Jadi,"Instansi terkait dalam hal ini perusahaan asuransi diminta memberikan data-data yang diperlukan kantor pajak. Tapi, kami tidak memaksa. Kalau tidak ngasih juga enggak apa-apa,"ujar Hartoyo, seraya menambahkan bahwa data yang diperlukan kantor pajak cuma berupa nama dan alamat nasabah saja.

Nah, dari situ kantor pajak akan melayangkan surat undangan ke nasabah asuransi yang preminya di atas Rp 50 juta dan belum memiliki NPWP untuk segera mengurusnya. "Masyarakat ataupun pengusaha tidak usaha takut kalau menerima surat dari kantor pajak,"kata Hartoyo.

Ditjen Pajak juga meminta bantuan serupa ke dealer mobil yang disampaikan lewat surat edaran. Isinya, agar menyerahkan data pembeli mereka, baik nama maupun alamat rumah, ke kantor pajak sewaktu menyampaikan Surat Pemberitahuan Pajak (SPT) sebagai lampiran.

Sasaran lainnya yang juga sedang dibidik Ditjen pajak adalah para importir produk tertentu yang sudah terdaftar di Departemen Perdagangan. Maksudnya, pengusaha yang mendatangkan barang-barang elektronik, garmen, mainan anak, makanan, dan minuman siap konsumsi, serta sepatu dari luar negeri.

Ditjen Pajak mendorong importir produk tertentu mengikuti Program Sunset Policy atau penghapusan sanksi administrasi dengan mengantongi NPWP dan memperbaiki SPT. "Hanya untuk mengingatkan, supaya memanfaatkan Sunset Policy. Kalau tidak, nanti bisa kena denda,"ujar Hartoyo.

Keberatan memberi data

Tapi, rupanya, sejumlah perusahaan asuransi keberatan memberikan data nasabahnya ke kantor pajak. "Bagi kami, itu sama saja membuka kerahasiaan nasabah. Kami harus menjaga prinsip kerahasiaan di dunia asuransi,"tandas Septi Ahmad Rizal, Staf Urusan Pajak PT Asuransi Takaful Indonesia.

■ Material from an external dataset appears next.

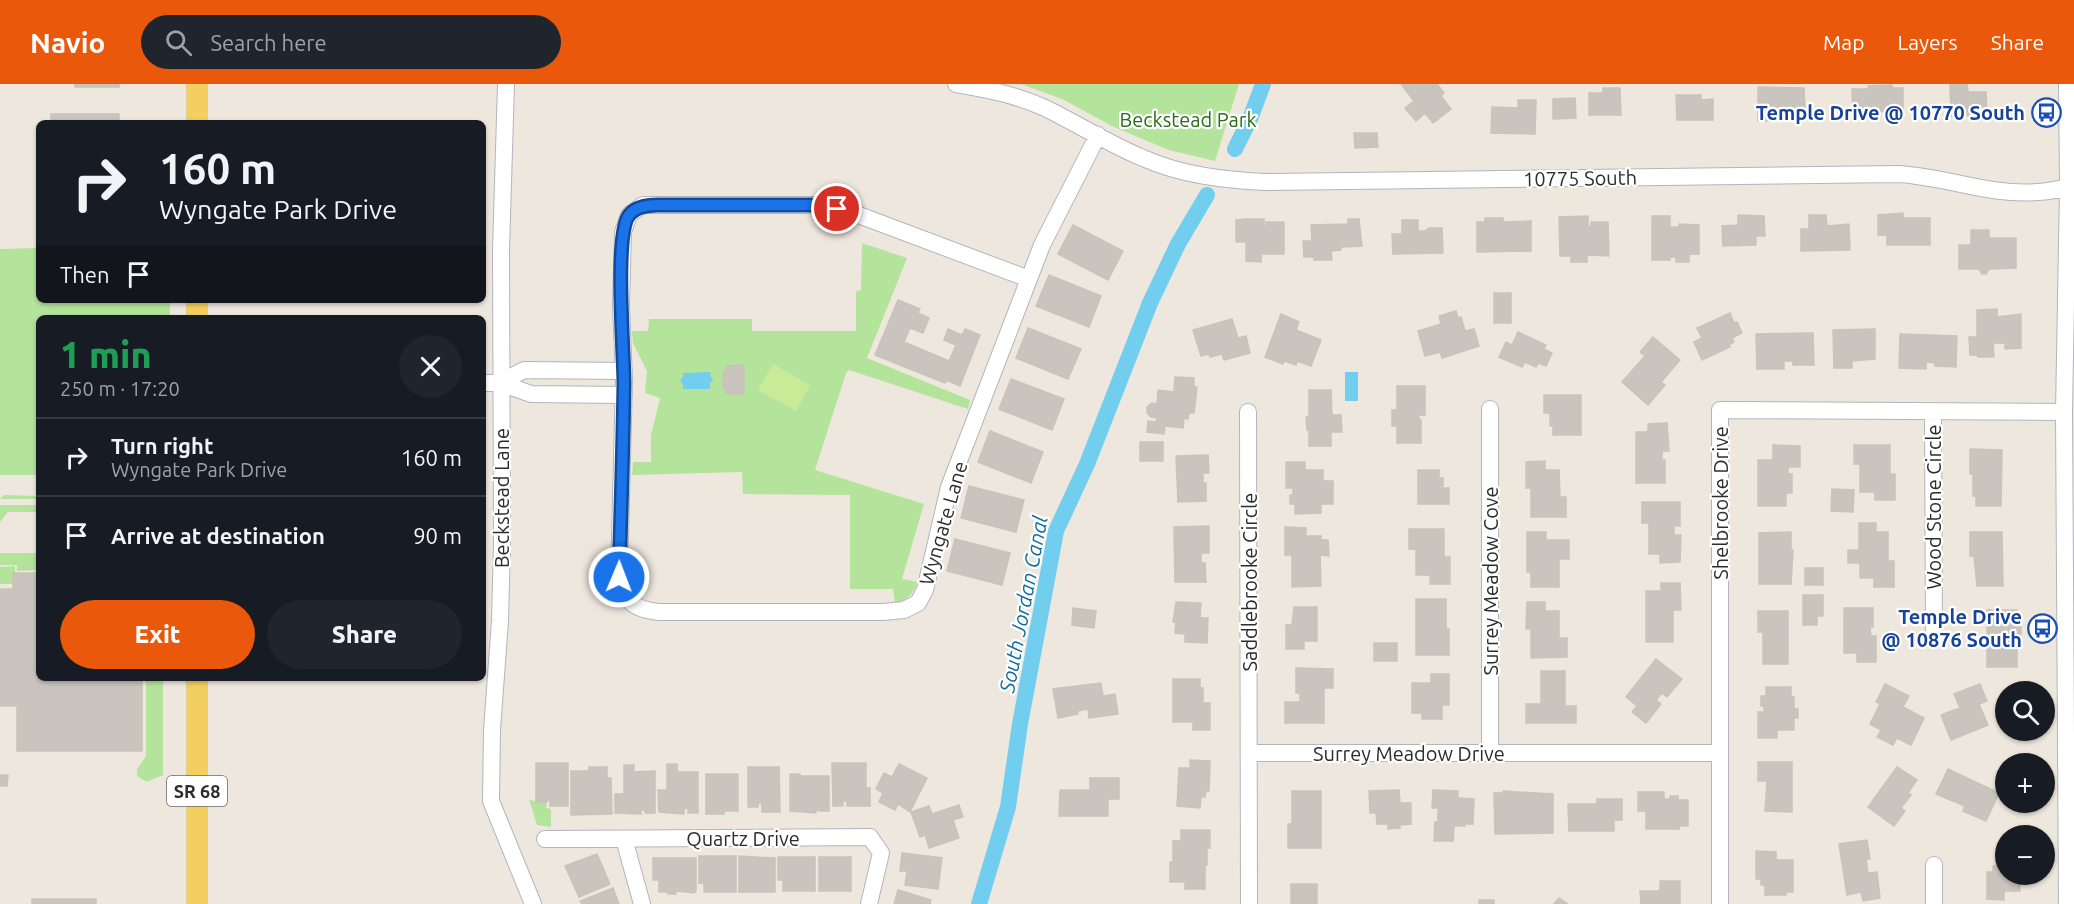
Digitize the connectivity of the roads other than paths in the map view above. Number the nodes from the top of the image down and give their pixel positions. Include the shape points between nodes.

Segendang sepenarian, Direktur Utama Asuransi Jiwasraya Hendrisman Rahim menyatakan, perusahaan asuransi wajib menjaga kerahasiaan data nasabah. Pihaknya bakal menolak jika tidak ada surat resmi dari regulator. "Setahu saya, data itu bisa keluar semisal ada surat resmi dari pengadilan,"tambah dia.

Lalu, ada masalah berikutnya: bagaimana caranya memberitahu ke nasabah kalau data-datanya akan diserahkan ke kantor pajak? Ini penting agar mereka tidak kaget dan mempengaruhi industri asuransi secara keseluruhan. "Pasti nanti bakal ada penurunan omzet. sebab, nasabah akan berpikir ulang mengambil asuransi,"duga Septi.

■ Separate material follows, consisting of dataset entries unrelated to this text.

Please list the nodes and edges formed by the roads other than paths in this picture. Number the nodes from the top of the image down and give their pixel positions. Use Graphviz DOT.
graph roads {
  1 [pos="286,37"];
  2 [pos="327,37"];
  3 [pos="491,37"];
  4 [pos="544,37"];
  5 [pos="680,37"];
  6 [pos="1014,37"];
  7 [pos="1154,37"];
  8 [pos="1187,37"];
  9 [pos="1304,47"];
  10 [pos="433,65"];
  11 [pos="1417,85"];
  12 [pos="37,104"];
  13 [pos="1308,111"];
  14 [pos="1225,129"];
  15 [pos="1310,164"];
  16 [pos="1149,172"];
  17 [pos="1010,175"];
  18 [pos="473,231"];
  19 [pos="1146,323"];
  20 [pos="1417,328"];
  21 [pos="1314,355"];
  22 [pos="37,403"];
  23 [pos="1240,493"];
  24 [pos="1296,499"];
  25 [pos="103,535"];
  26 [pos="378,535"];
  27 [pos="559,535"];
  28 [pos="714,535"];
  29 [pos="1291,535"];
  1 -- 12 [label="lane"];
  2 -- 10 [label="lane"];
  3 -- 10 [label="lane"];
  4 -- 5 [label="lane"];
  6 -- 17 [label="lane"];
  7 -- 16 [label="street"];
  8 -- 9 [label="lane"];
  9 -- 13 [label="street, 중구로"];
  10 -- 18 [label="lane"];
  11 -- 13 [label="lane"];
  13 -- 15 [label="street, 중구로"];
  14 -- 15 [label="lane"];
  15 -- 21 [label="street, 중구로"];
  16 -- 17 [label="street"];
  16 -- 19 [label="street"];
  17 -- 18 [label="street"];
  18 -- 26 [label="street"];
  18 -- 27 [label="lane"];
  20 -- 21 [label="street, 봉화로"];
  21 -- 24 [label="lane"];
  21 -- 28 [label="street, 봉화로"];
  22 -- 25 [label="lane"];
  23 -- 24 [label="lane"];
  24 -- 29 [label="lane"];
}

Adapun dealer mobil masih mencermati permintaan Ditjen Pajak agar memberikan data pelanggan mereka. "Jangan sampai menimbulkan ketidaknyamanan bagi si pembeli mobil,"ujar Nur Cholis, Supervisor Accounting PT Astrindo, penjualan mobil merek Daihatsu dan toyota.

PT Nasmoco, dealer Toyota di kawasan Salatiga, Jawa tengah, sudah mulai melakukan sosialisasi ke para calon pembeli mereka. Kebanyakan dari mereka mengaku merasa diingatkan untuk segera mengurus NPWP dan memperbaiki SPT. Tapi,"Memang ada satu dua yang keberatan,"kata Marketing Executive PT Nasmoco Triyanto.

Kelihatannya, semua penjual kendaraan roda empat bakal menuruti permintaan kantor pajak tersebut. Pasalnya,"Kalau tidak, maka mereka akan kena denda Rp 500.000,"ungkap Nur.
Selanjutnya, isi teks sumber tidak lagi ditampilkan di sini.